Saved data entries
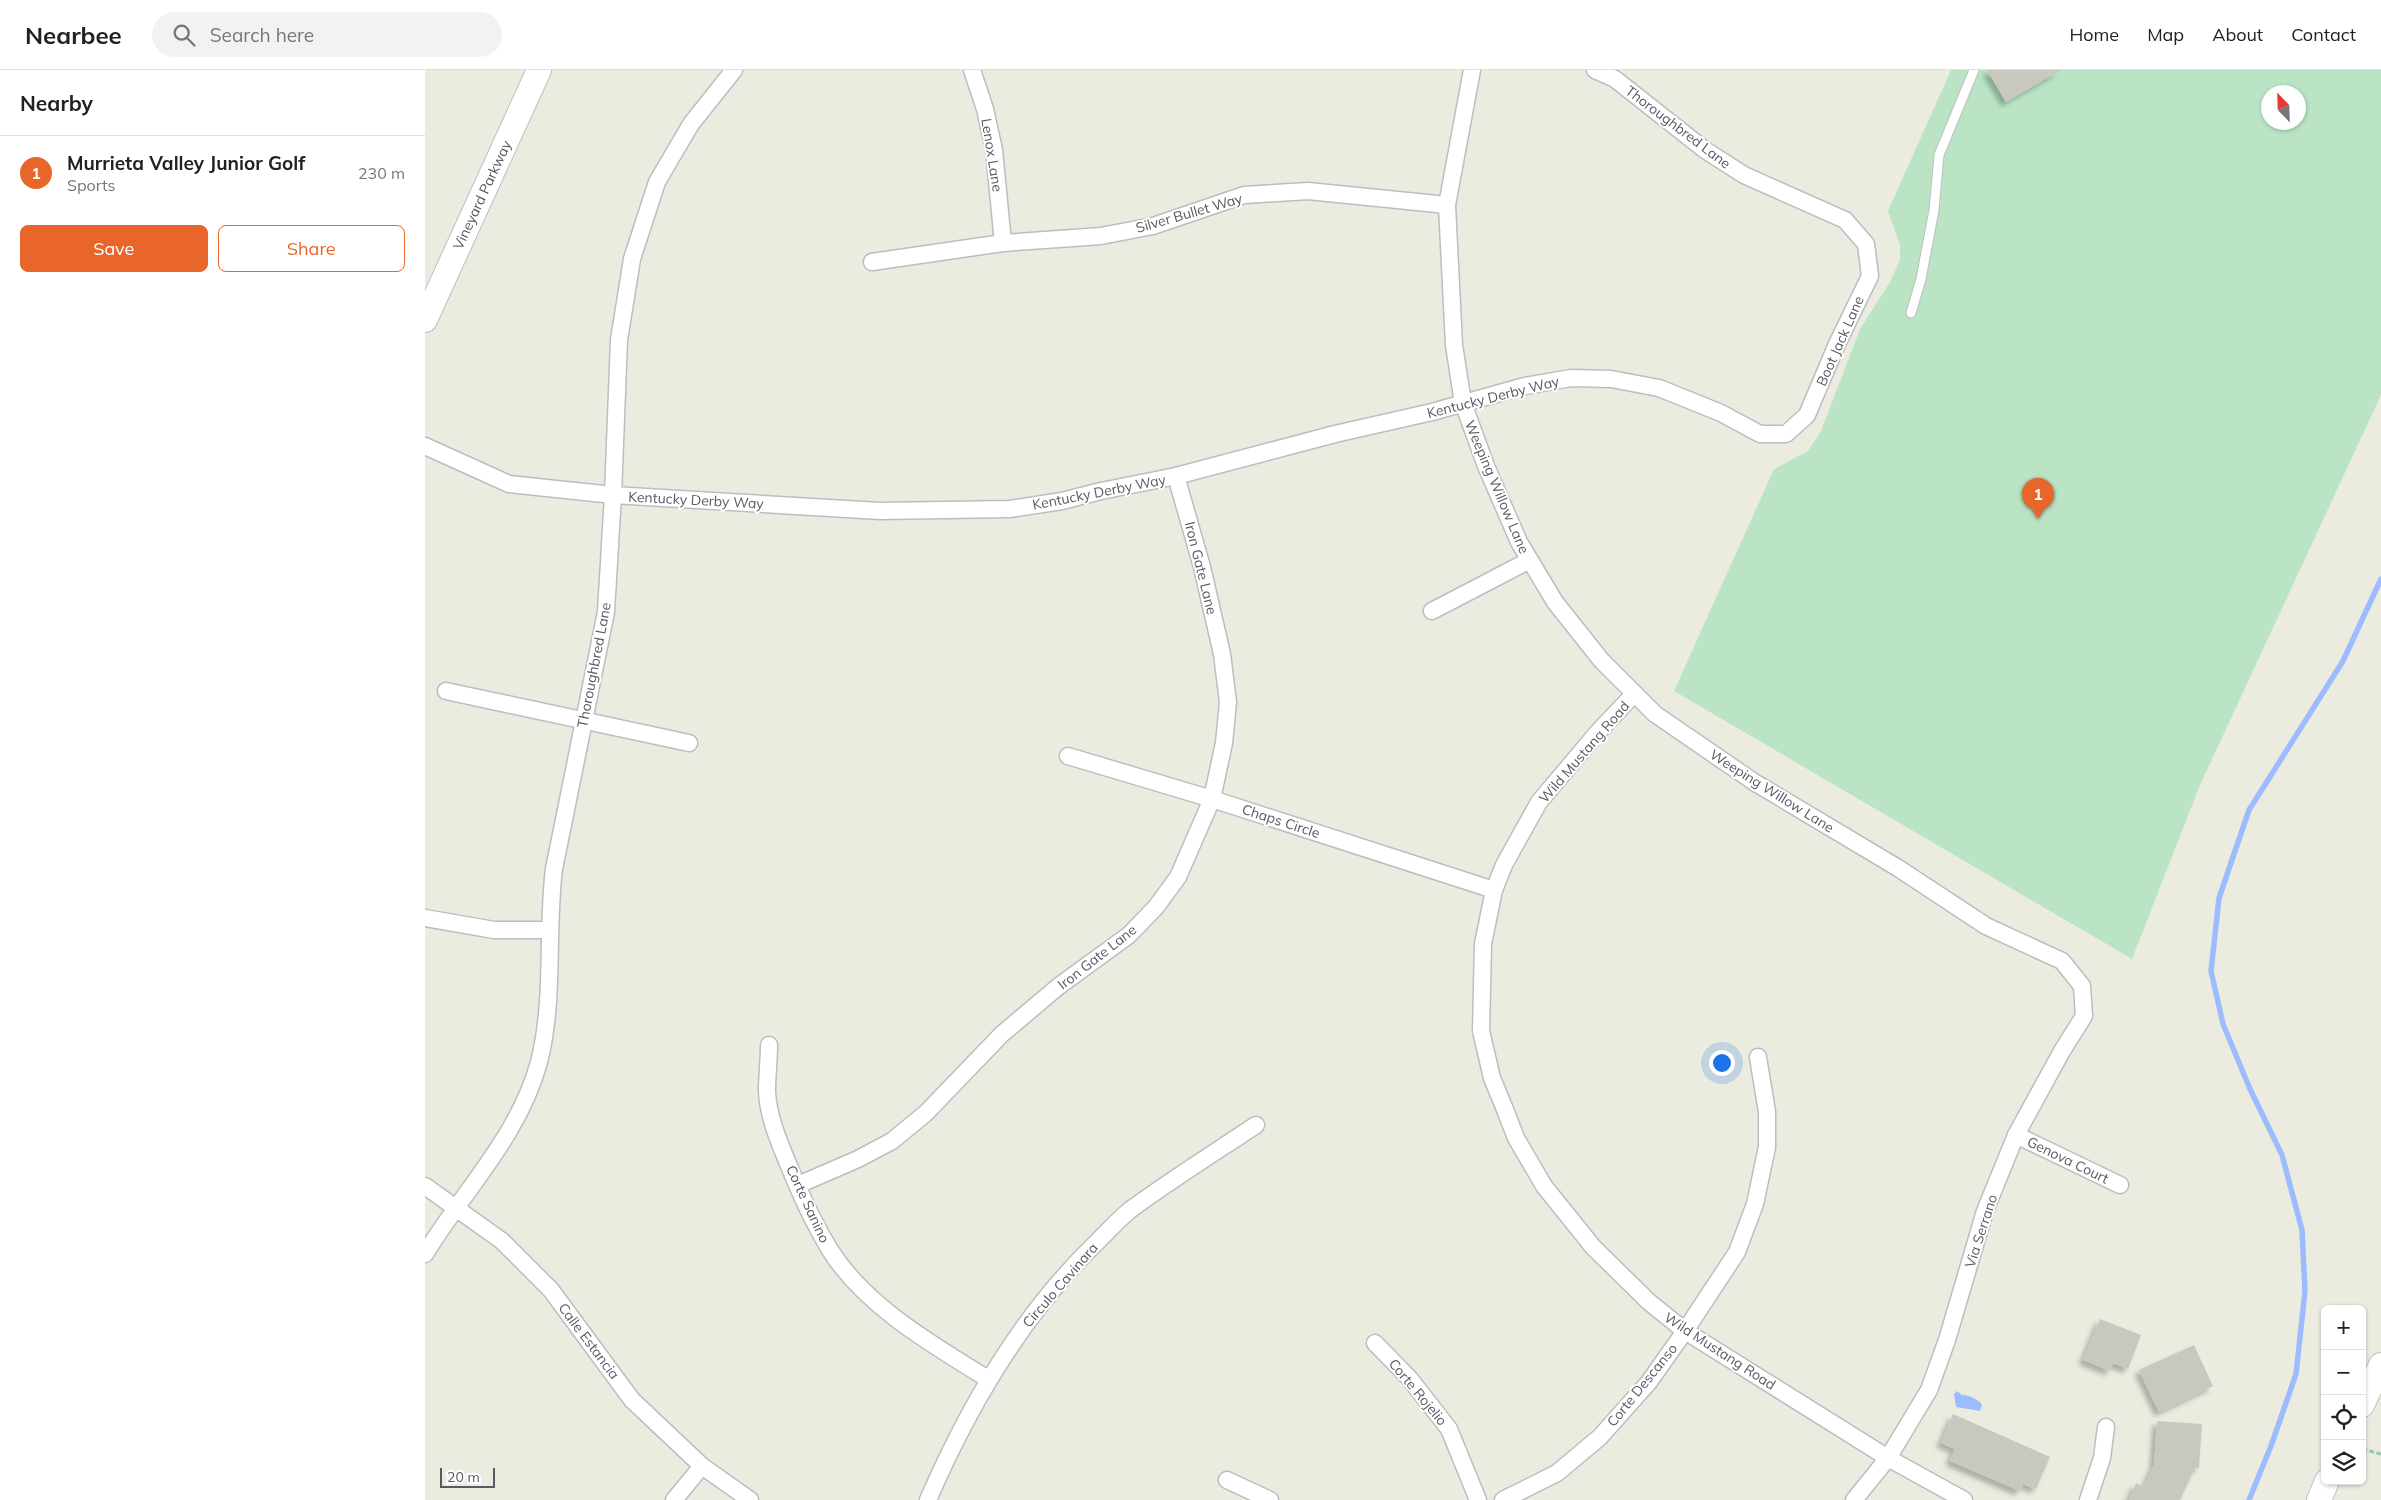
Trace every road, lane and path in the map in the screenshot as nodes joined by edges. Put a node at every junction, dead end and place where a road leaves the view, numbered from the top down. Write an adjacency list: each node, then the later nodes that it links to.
1 (539, 70): 13 (street, Vineyard Parkway)
2 (734, 70): 18 (street, Thoroughbred Lane)
3 (972, 70): 10 (street, Lenox Lane)
4 (1472, 70): 8 (street, Weeping Willow Lane)
5 (1595, 70): 7 (street, Thoroughbred Lane)
6 (1974, 70): 12 (lane)
7 (1617, 75): 9 (street, Thoroughbred Lane)
8 (1447, 205): 10 (street, Silver Bullet Way); 14 (street, Weeping Willow Lane)
9 (1845, 220): 15 (street, Boot Jack Lane)
10 (1003, 243): 11 (street, Silver Bullet Way)
11 (872, 262)
12 (1911, 312)
13 (425, 320)
14 (1463, 403): 15 (street, Kentucky Derby Way); 17 (street, Kentucky Derby Way); 19 (street, Weeping Willow Lane)
15 (1760, 434)
16 (425, 446): 18 (street, Kentucky Derby Way)
17 (1176, 476): 18 (street, Kentucky Derby Way); 26 (street, Iron Gate Lane)
18 (613, 495): 23 (street, Thoroughbred Lane)
19 (1528, 561): 20 (street); 22 (street, Weeping Willow Lane)
20 (1432, 611)
21 (446, 691): 23 (street)
22 (1634, 694): 27 (street, Wild Mustang Road); 30 (street, Weeping Willow Lane)
23 (583, 721): 24 (street); 29 (street, Thoroughbred Lane)
24 (689, 743)
25 (1067, 756): 26 (street, Chaps Circle)
26 (1212, 799): 27 (street, Chaps Circle); 37 (street, Iron Gate Lane)
27 (1494, 890): 40 (street, Wild Mustang Road)
28 (425, 918): 29 (street)
29 (550, 930): 38 (street, Thoroughbred Lane)
30 (2062, 961): 34 (street, Via Serrano)
31 (769, 1045): 37 (street, Corte Sanino)
32 (1759, 1057): 40 (street, Corte Descanso)
33 (1256, 1125): 43 (street, Circulo Cavinara)
34 (2016, 1135): 35 (street, Genova Court); 48 (street, Via Serrano)
35 (2120, 1185)
36 (425, 1186): 38 (street, Calle Estancia)
37 (797, 1186): 43 (street, Corte Sanino)
38 (456, 1206): 39 (street, Thoroughbred Lane); 49 (street, Calle Estancia)
39 (425, 1254)
40 (1685, 1331): 48 (street, Wild Mustang Road); 57 (street, Corte Descanso)
41 (1375, 1343): 56 (street, Corte Rojelio)
42 (2381, 1365): 44 (street)
43 (987, 1379): 54 (street, Circulo Cavinara)
44 (2366, 1397)
45 (2107, 1427): 60 (street)
46 (2366, 1450): 47 (path)
47 (2381, 1454)
48 (1888, 1458): 58 (street, Via Serrano); 59 (street, Wild Mustang Road)
49 (702, 1466): 52 (street); 53 (street, Calle Estancia)
50 (1227, 1480): 55 (street)
51 (2325, 1485): 61 (street)
52 (674, 1500)
53 (750, 1500)
54 (928, 1500)
55 (1270, 1500)
56 (1478, 1500)
57 (1503, 1500)
58 (1853, 1500)
59 (1964, 1500)
60 (2088, 1500)
61 (2319, 1500)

* WORK ITEM: Report all lines above with "Gate".

* WRITTEN REPLY:
17 (1176, 476): 18 (street, Kentucky Derby Way); 26 (street, Iron Gate Lane)
26 (1212, 799): 27 (street, Chaps Circle); 37 (street, Iron Gate Lane)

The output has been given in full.